Carl-Einar Stlvant is Senior Lecturer in political science at the Institute for Security and Strategy at the Swedish National Defence College. He has served in a number of university assignments and public administration positions. His research focuses on Baltic Sea affairs, European Integration, Swedish and Nordic foreign policy as well as military-civilian relations.
Stanislav Tkachenko is Associate Professor at the Department of European Studies, School of International Relations at Saint-Petersburg State University. Since 1997 he has served as the Vice-Dean of the Department of International Relations and since 2003 as Vice-Rector of Saint-Petersburg State University for International Relations. His research focuses on European monetary integration, the foreign policy of the Russian Federation, and international political economy.
Marius Vahl is a Research Fellow at the Centre for European Policy Studies (CEPS) in Brussels and a Ph.D. candidate at the Catholic University of Leuven. His thesis focuses on EU-Russia relations. At CEPS he works in the Wider Europe Programme on relations between the expanding European Union and its neighbours, in particular focusing on EU relations with the Eastern neighbours and with EFT A. He has published extensively on EU neighbourhood policy, including on EU relations with Russia, Ukraine, Moldova and EFT A, as well as on the Northern Dimension initiative, Europeanisation and conflict prevention, and regional cooperation in the Black Sea region.
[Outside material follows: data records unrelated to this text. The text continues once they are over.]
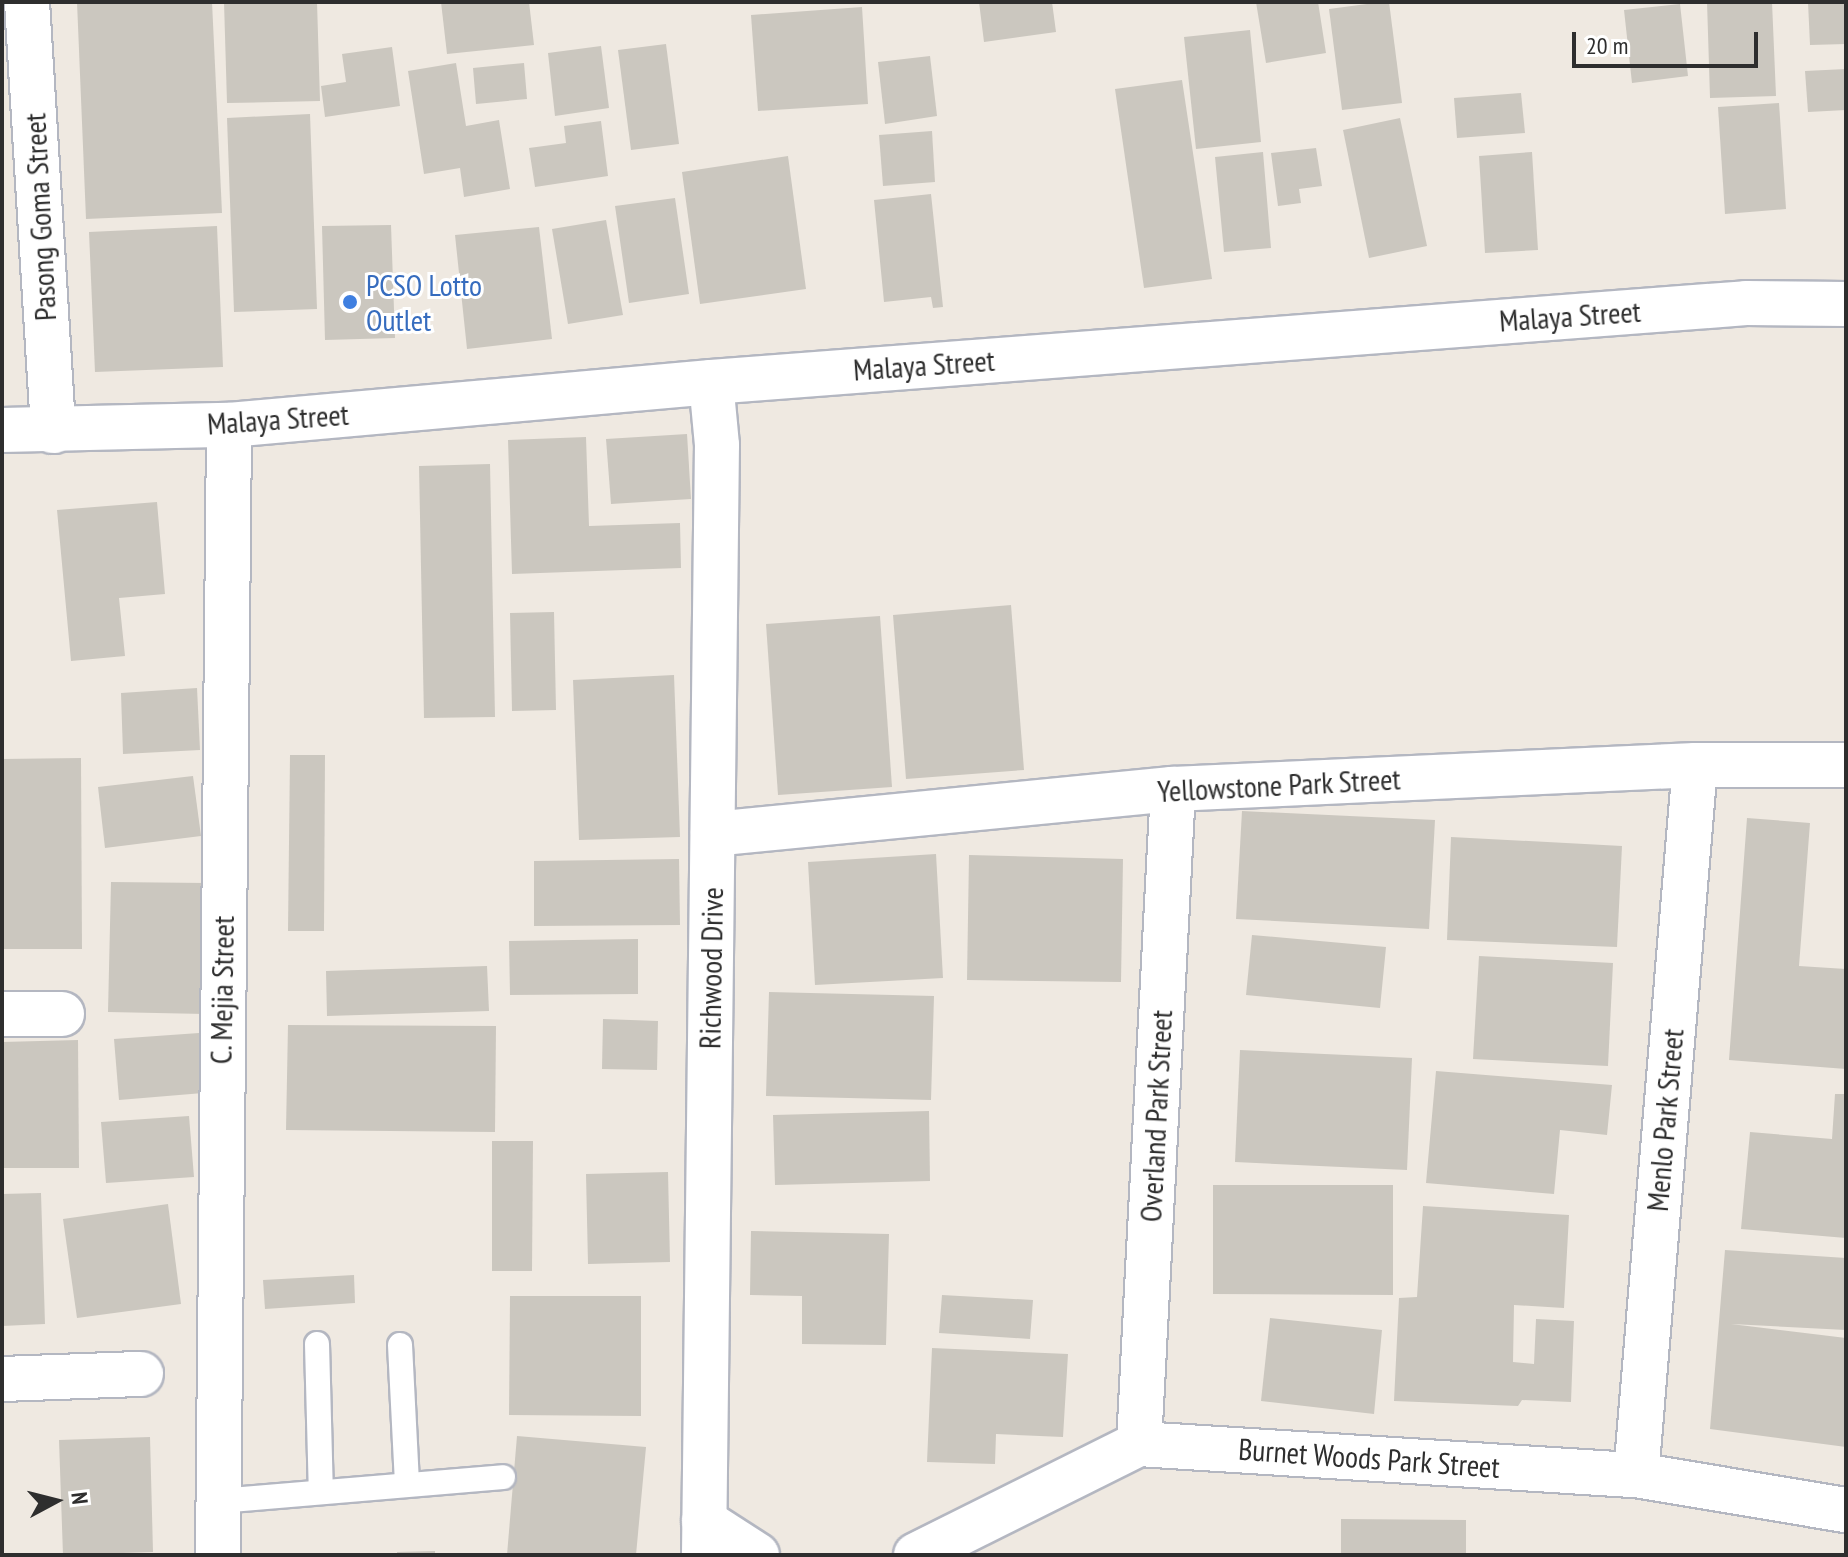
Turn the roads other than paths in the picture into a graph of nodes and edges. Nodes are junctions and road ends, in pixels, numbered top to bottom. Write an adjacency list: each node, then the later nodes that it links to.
1 (27, 2): 6 (street, Pasong Goma Street)
2 (1846, 304): 3 (street, Malaya Street)
3 (711, 382): 4 (street, Malaya Street); 10 (street, Richwood Drive)
4 (229, 425): 6 (street, Malaya Street); 22 (street, C. Mejia Street)
5 (2, 430): 6 (street, Malaya Street)
6 (53, 431)
7 (1695, 765): 8 (street, Yellowstone Park Street); 9 (street, Yellowstone Park Street); 18 (street, Menlo Park Street)
8 (1846, 765)
9 (1173, 789): 10 (street, Yellowstone Park Street); 17 (street, Overland Park Street)
10 (713, 834): 24 (street, Richwood Drive)
11 (2, 1014): 12 (street)
12 (62, 1014)
13 (317, 1344): 21 (lane)
14 (400, 1345): 20 (lane)
15 (141, 1374): 16 (street)
16 (2, 1379)
17 (1139, 1444): 18 (street, Burnet Woods Park Street); 27 (street)
18 (1636, 1475): 23 (street, Burnet Woods Park Street)
19 (503, 1477): 20 (lane)
20 (407, 1484): 21 (lane)
21 (321, 1492): 22 (lane)
22 (219, 1501): 25 (street, C. Mejia Street)
23 (1846, 1510)
24 (704, 1538): 26 (street)
25 (218, 1555)
26 (757, 1555)
27 (916, 1555)

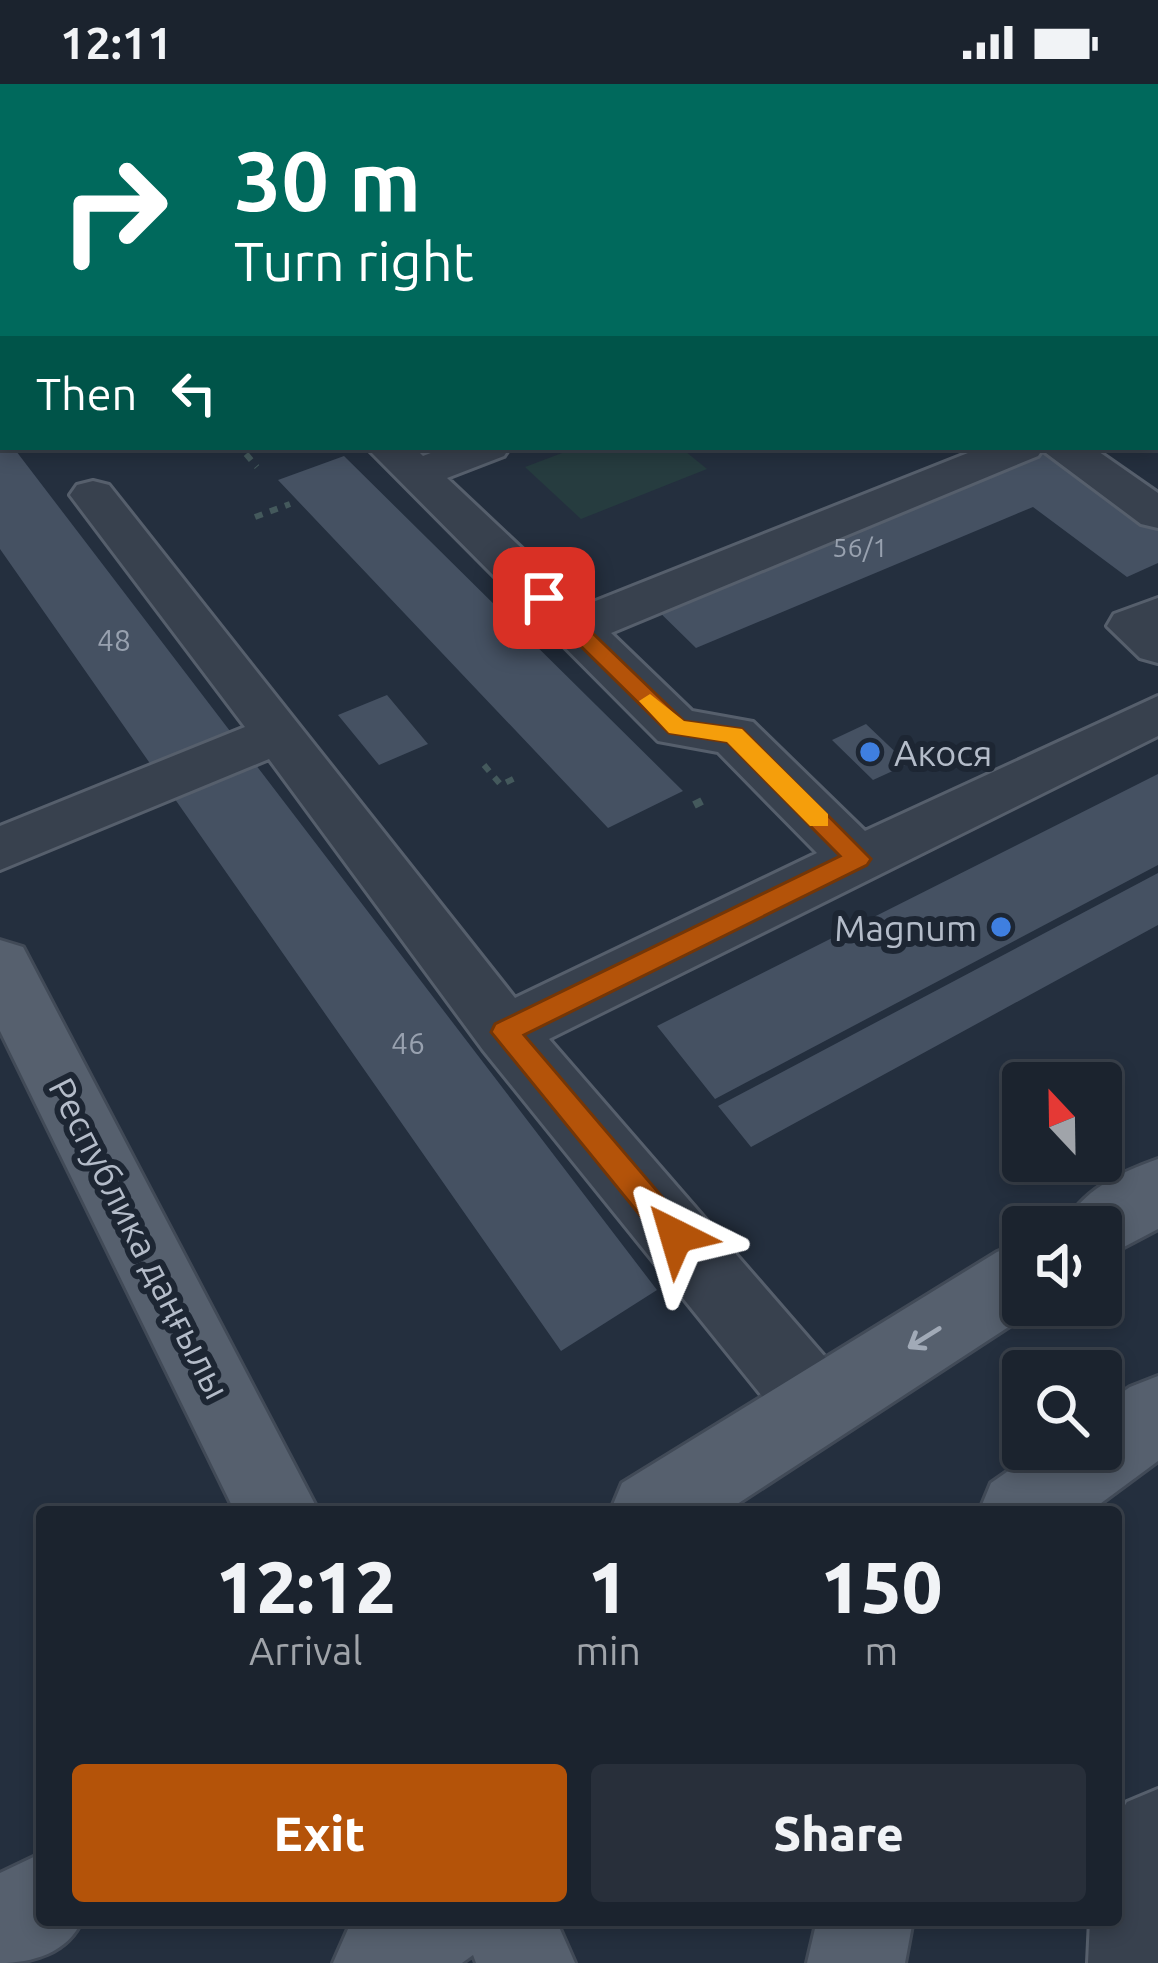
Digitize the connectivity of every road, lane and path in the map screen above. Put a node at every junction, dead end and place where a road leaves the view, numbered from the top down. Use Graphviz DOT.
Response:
graph roads {
  1 [pos="468,450"];
  2 [pos="1015,450"];
  3 [pos="1067,450"];
  4 [pos="246,454"];
  5 [pos="402,460"];
  6 [pos="257,467"];
  7 [pos="93,495"];
  8 [pos="290,504"];
  9 [pos="1158,514"];
  10 [pos="255,517"];
  11 [pos="1158,614"];
  12 [pos="576,628"];
  13 [pos="1158,646"];
  14 [pos="1158,714"];
  15 [pos="279,734"];
  16 [pos="484,765"];
  17 [pos="519,776"];
  18 [pos="710,797"];
  19 [pos="694,806"];
  20 [pos="0,849"];
  21 [pos="858,859"];
  22 [pos="0,965"];
  23 [pos="505,1032"];
  24 [pos="1158,1190"];
  25 [pos="1122,1213"];
  26 [pos="1002,1289"];
  27 [pos="818,1406"];
  28 [pos="1158,1414"];
  29 [pos="1158,1432"];
  30 [pos="275,1506"];
  31 [pos="660,1506"];
  32 [pos="1028,1506"];
  33 [pos="1100,1506"];
  34 [pos="1158,1834"];
  35 [pos="36,1904"];
  36 [pos="509,1926"];
  37 [pos="864,1926"];
  38 [pos="0,1928"];
  39 [pos="526,1963"];
  40 [pos="856,1963"];
  41 [pos="1134,1963"];
  1 -- 5 [label="street"];
  2 -- 12 [label="street"];
  3 -- 9 [label="street"];
  4 -- 6 [label="path"];
  5 -- 12 [label="street"];
  7 -- 15 [label="street"];
  8 -- 10 [label="path"];
  11 -- 13 [label="street"];
  12 -- 21 [label="street"];
  14 -- 21 [label="street"];
  15 -- 20 [label="street"];
  15 -- 23 [label="street"];
  16 -- 17 [label="path"];
  18 -- 19 [label="path"];
  21 -- 23 [label="street"];
  22 -- 30 [label="main road, Республика даңғылы"];
  23 -- 27 [label="street"];
  24 -- 25 [label="main road"];
  26 -- 27 [label="main road, one-way"];
  27 -- 31 [label="main road"];
  28 -- 32 [label="main road"];
  29 -- 33 [label="main road"];
  34 -- 41 [label="street"];
  35 -- 38 [label="main road"];
  36 -- 39 [label="main road"];
  37 -- 40 [label="main road"];
}
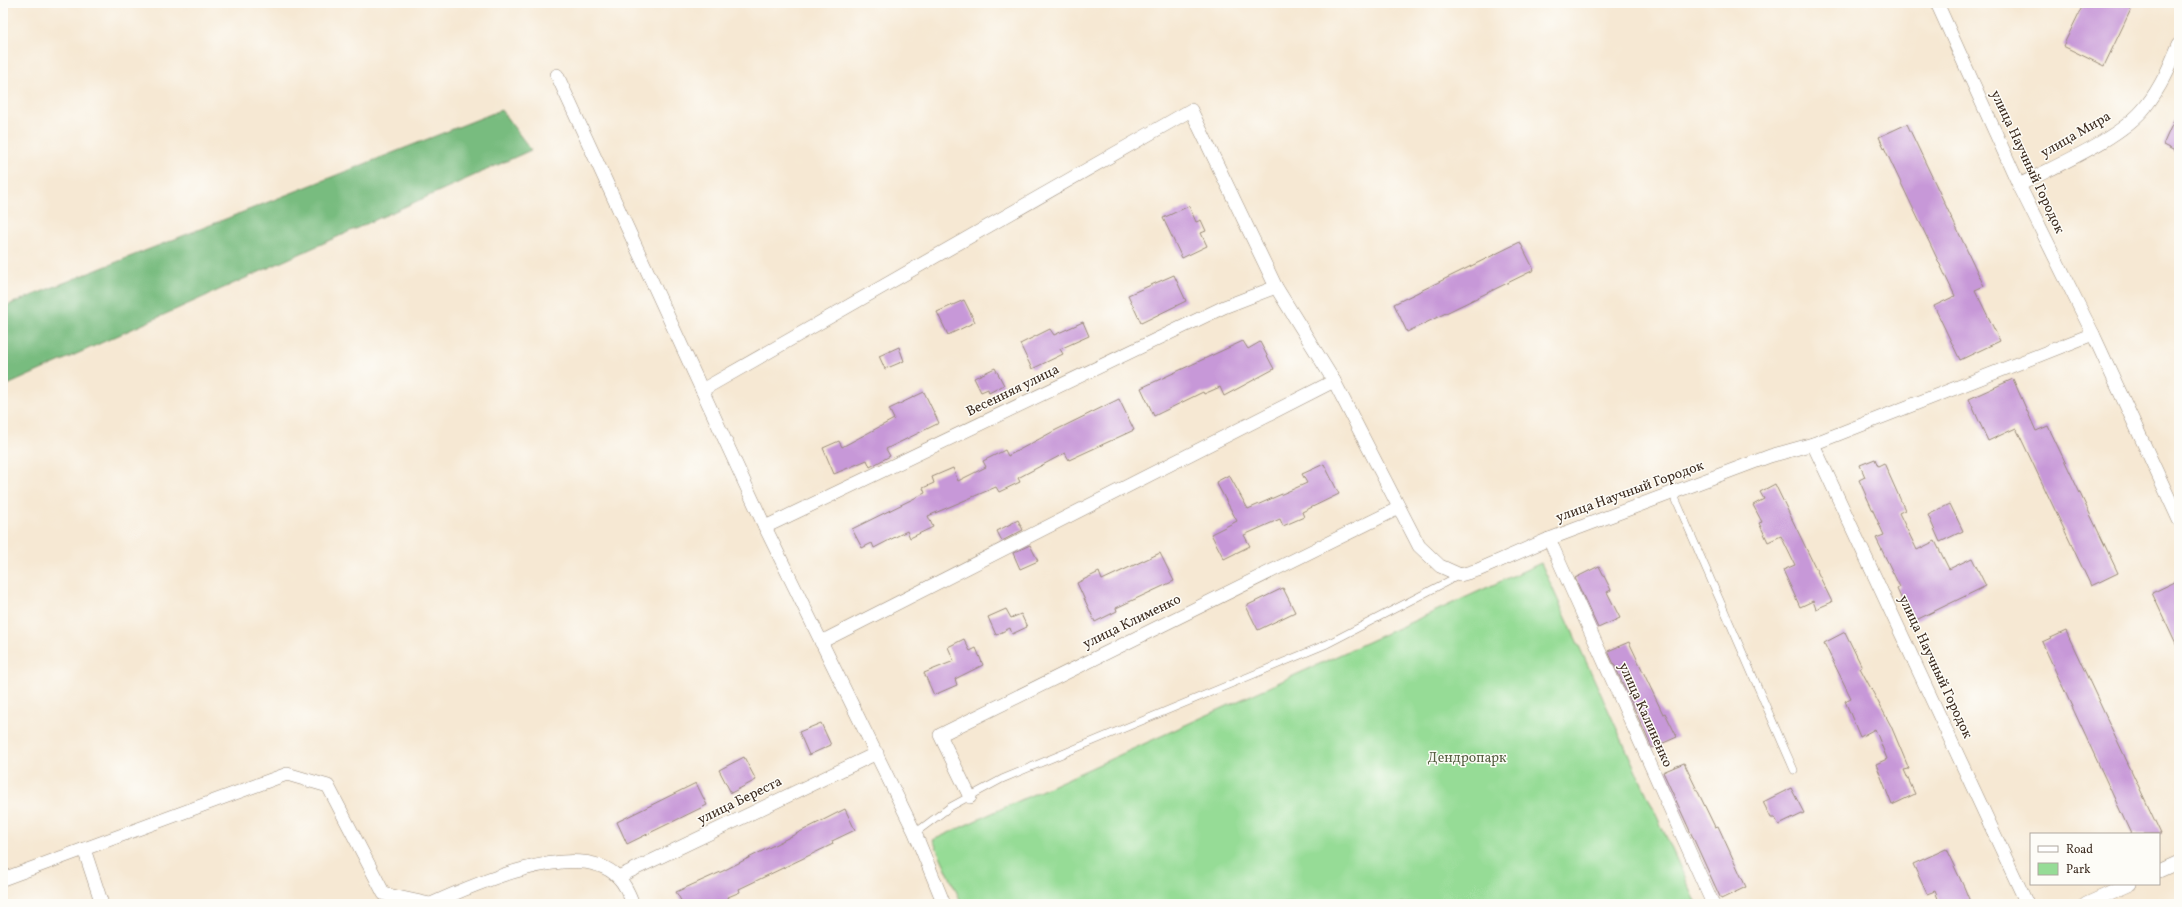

This book has benefited from generous financial assistance from several sources. It was initially conceived as part of a project funded by the Danish Social Science Research Council (DSSRC), which was coordinated by Pertti Joenniemi and Christopher Browning at Copenhagen Peace Research Institute (COPRI) (before it was merged into the Danish Institute for International Studies), and Professor Edward Rhodes at Rutgers University. The project, entitled, Westphalia or New Hansa? The US, the EU and the Unfolding of Political Space and World Order: The Case of the European North, sought to explore the unfolding geopolitics of Europe and the North and to account for the role played by the major external powers in the region. As a part of this project, DSSRC funding enabled the organisation of two workshops, one at Rutgers University (January 2003), the other held in Copenhagen (September 2003), during which the idea behind this edited volume germinated. Invaluable support was also received from the School of Social Sciences at the University of Birmingham, to host a final workshop in June 2004 that brought together the contributors to the volume and that was aimed at finalising the manuscript. The authors would like to thank all the people who attended these events. Finally, the manuscript was completed whilst the Editor was a Research Fellow on the New Security Challenges Programme of the UKs Economic and Social Research Council (ESRC).